Extracted records

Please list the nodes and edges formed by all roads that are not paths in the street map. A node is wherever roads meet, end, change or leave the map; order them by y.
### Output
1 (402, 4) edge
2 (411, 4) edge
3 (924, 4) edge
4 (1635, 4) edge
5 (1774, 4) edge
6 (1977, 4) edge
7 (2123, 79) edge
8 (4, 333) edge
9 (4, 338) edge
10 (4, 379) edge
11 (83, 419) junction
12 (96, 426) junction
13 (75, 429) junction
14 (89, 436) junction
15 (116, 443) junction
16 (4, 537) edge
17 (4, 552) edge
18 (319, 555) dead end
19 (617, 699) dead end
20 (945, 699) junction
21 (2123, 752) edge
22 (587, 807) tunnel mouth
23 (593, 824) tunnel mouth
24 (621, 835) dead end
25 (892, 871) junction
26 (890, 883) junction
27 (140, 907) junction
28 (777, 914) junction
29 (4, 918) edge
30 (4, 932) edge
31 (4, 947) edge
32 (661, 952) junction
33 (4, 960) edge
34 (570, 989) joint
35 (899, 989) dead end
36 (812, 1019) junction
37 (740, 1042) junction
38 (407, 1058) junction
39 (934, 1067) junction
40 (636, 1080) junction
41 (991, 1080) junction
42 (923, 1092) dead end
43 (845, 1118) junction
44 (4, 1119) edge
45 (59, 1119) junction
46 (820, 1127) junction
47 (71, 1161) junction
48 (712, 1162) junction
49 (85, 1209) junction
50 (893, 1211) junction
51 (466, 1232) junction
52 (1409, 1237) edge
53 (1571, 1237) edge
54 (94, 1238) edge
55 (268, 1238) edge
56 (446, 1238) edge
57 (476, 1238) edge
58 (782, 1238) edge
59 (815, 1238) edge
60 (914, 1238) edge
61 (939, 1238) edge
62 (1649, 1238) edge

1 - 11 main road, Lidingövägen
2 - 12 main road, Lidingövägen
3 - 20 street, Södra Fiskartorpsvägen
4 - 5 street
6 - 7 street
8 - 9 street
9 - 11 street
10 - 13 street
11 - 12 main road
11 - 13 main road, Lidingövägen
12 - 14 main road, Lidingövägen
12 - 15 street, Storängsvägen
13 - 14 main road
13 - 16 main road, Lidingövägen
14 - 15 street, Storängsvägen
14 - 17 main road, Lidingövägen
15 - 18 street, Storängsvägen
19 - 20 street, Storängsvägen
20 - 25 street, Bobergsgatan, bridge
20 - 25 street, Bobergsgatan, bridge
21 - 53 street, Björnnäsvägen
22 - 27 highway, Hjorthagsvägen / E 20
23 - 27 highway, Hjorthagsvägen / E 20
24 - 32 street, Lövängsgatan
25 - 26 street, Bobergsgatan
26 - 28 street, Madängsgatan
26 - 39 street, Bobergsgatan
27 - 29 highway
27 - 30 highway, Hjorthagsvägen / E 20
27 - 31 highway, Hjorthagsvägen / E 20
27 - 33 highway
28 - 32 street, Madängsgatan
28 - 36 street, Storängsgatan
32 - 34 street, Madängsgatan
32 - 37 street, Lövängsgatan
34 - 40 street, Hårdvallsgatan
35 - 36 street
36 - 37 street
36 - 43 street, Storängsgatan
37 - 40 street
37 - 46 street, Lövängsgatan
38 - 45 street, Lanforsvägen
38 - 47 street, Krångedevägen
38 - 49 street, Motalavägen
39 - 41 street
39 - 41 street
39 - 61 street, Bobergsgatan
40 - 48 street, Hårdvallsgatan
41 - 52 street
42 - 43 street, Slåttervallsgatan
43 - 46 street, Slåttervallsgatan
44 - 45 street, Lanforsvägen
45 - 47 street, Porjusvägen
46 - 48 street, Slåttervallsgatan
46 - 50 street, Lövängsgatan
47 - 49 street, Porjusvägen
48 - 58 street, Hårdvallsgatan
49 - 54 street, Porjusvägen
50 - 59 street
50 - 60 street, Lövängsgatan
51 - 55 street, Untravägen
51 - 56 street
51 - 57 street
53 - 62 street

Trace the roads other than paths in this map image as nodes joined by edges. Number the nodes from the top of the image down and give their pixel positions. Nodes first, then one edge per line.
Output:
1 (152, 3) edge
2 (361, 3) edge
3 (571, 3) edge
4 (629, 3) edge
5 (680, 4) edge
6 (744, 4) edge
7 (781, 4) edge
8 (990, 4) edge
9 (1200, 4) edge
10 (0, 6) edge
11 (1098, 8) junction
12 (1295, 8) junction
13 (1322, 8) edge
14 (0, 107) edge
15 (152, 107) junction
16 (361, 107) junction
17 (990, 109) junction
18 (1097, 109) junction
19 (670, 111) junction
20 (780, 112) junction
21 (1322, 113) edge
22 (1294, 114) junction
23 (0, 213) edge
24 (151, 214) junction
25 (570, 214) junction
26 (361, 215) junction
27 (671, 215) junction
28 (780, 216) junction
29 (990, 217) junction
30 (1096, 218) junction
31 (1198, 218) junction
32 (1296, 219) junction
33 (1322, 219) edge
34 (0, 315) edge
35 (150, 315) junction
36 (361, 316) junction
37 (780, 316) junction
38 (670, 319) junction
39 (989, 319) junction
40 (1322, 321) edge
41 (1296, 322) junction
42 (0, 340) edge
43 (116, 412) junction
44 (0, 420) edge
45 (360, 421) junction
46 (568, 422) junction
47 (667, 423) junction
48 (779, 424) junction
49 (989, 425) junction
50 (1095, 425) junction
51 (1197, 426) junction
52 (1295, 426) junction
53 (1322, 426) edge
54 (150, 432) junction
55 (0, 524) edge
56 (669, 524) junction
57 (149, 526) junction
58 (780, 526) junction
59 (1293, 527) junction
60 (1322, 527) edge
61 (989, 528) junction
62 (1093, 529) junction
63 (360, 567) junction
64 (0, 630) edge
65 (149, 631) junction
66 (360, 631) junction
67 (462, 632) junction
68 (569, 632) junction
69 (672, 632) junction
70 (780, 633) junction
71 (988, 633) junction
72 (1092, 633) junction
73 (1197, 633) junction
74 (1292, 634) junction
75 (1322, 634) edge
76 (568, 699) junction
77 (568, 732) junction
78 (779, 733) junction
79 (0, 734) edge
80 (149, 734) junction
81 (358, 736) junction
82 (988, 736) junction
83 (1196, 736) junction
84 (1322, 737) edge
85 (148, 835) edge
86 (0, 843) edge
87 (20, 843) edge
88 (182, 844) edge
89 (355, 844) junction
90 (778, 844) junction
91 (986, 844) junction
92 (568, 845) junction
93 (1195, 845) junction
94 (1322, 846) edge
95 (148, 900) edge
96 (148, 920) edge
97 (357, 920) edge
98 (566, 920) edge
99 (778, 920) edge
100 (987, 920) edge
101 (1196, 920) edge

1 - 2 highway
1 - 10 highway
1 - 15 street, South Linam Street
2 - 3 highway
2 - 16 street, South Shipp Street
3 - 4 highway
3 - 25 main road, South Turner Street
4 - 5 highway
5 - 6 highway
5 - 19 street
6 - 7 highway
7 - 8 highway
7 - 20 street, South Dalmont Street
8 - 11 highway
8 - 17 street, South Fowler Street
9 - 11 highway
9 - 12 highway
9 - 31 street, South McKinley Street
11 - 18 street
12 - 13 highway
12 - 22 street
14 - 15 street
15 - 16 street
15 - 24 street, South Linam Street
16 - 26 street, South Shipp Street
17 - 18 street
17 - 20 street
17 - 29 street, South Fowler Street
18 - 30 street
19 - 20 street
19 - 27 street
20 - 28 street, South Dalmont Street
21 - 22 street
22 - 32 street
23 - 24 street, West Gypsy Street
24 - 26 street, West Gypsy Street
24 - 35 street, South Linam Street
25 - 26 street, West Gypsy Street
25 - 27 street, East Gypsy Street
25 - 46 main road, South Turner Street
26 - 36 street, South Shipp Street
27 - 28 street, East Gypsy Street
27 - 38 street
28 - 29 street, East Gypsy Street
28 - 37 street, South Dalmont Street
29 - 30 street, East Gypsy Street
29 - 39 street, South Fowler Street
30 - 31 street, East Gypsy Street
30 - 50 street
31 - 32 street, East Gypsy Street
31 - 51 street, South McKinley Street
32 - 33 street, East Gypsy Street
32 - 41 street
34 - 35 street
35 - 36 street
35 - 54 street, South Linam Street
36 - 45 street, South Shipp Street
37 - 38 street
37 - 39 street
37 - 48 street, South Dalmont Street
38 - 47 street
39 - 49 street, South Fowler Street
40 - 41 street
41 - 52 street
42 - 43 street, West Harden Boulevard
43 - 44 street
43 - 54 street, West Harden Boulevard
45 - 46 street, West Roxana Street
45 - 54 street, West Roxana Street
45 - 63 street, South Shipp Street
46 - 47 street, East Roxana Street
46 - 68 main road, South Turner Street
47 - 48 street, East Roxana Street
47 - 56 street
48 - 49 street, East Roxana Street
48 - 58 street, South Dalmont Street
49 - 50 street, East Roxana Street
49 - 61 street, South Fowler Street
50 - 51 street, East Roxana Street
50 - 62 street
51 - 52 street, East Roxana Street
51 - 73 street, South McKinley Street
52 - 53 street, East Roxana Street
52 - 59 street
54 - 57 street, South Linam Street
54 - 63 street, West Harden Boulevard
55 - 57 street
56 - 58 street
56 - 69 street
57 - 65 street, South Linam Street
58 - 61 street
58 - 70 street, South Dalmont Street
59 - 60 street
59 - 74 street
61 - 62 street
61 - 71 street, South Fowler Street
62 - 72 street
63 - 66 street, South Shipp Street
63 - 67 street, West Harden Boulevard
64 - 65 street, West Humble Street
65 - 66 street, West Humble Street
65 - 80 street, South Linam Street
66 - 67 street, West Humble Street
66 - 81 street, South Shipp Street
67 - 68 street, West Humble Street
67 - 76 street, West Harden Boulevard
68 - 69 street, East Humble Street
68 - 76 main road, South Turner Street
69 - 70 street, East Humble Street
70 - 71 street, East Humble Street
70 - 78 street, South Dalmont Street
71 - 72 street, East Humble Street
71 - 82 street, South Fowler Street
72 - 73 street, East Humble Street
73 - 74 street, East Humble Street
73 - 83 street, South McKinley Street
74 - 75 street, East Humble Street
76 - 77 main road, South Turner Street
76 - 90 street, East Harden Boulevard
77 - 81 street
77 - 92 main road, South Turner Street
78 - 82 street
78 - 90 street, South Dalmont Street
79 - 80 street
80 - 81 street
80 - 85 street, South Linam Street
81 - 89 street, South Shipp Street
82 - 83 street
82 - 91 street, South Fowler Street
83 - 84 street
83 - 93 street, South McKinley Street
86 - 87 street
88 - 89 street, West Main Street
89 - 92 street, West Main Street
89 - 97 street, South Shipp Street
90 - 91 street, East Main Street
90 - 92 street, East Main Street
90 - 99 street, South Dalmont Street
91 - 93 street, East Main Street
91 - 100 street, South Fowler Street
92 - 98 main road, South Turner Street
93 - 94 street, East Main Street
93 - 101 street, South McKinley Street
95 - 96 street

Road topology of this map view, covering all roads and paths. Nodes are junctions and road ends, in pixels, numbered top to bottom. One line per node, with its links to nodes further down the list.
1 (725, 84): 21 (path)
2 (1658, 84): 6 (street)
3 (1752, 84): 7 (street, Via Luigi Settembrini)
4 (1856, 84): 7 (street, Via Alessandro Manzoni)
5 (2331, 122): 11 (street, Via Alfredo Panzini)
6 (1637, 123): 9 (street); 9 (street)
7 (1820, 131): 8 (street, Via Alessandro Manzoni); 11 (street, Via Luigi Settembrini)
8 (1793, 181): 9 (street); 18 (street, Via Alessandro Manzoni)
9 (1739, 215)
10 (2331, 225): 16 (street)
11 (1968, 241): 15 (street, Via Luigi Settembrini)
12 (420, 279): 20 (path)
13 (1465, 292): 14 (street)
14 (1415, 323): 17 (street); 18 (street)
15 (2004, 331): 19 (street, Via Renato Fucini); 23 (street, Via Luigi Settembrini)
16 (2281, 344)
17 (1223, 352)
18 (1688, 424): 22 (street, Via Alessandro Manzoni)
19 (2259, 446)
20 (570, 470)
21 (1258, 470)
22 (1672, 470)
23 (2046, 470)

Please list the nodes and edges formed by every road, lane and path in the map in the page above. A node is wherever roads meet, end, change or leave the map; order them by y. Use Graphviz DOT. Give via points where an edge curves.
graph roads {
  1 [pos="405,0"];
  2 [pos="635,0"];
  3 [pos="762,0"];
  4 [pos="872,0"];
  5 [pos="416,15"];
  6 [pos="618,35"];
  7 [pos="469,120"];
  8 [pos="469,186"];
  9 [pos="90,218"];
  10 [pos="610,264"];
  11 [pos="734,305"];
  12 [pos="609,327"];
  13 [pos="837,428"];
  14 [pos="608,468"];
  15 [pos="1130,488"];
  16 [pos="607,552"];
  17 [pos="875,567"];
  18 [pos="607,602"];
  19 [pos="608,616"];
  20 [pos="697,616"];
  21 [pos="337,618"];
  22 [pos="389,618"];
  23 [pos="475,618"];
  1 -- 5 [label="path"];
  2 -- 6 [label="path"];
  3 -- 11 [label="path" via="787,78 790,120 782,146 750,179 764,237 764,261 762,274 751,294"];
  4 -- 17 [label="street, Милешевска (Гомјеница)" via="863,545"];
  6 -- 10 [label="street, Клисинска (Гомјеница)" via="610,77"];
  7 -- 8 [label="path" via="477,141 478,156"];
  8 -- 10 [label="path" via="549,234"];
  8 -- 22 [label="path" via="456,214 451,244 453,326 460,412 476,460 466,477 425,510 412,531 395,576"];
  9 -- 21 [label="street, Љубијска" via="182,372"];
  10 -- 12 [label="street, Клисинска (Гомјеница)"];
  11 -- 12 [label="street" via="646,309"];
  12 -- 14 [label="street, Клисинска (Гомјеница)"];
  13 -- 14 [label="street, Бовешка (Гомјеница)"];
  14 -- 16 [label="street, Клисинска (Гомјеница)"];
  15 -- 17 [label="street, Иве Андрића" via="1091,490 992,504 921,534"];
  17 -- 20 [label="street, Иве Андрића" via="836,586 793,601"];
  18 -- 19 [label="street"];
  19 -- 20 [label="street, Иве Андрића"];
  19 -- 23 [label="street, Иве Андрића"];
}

Task item
Your task is to copy every line of the entries that contains the string "Shipp".

Written solution
2 - 16 street, South Shipp Street
16 - 26 street, South Shipp Street
26 - 36 street, South Shipp Street
36 - 45 street, South Shipp Street
45 - 63 street, South Shipp Street
63 - 66 street, South Shipp Street
66 - 81 street, South Shipp Street
81 - 89 street, South Shipp Street
89 - 97 street, South Shipp Street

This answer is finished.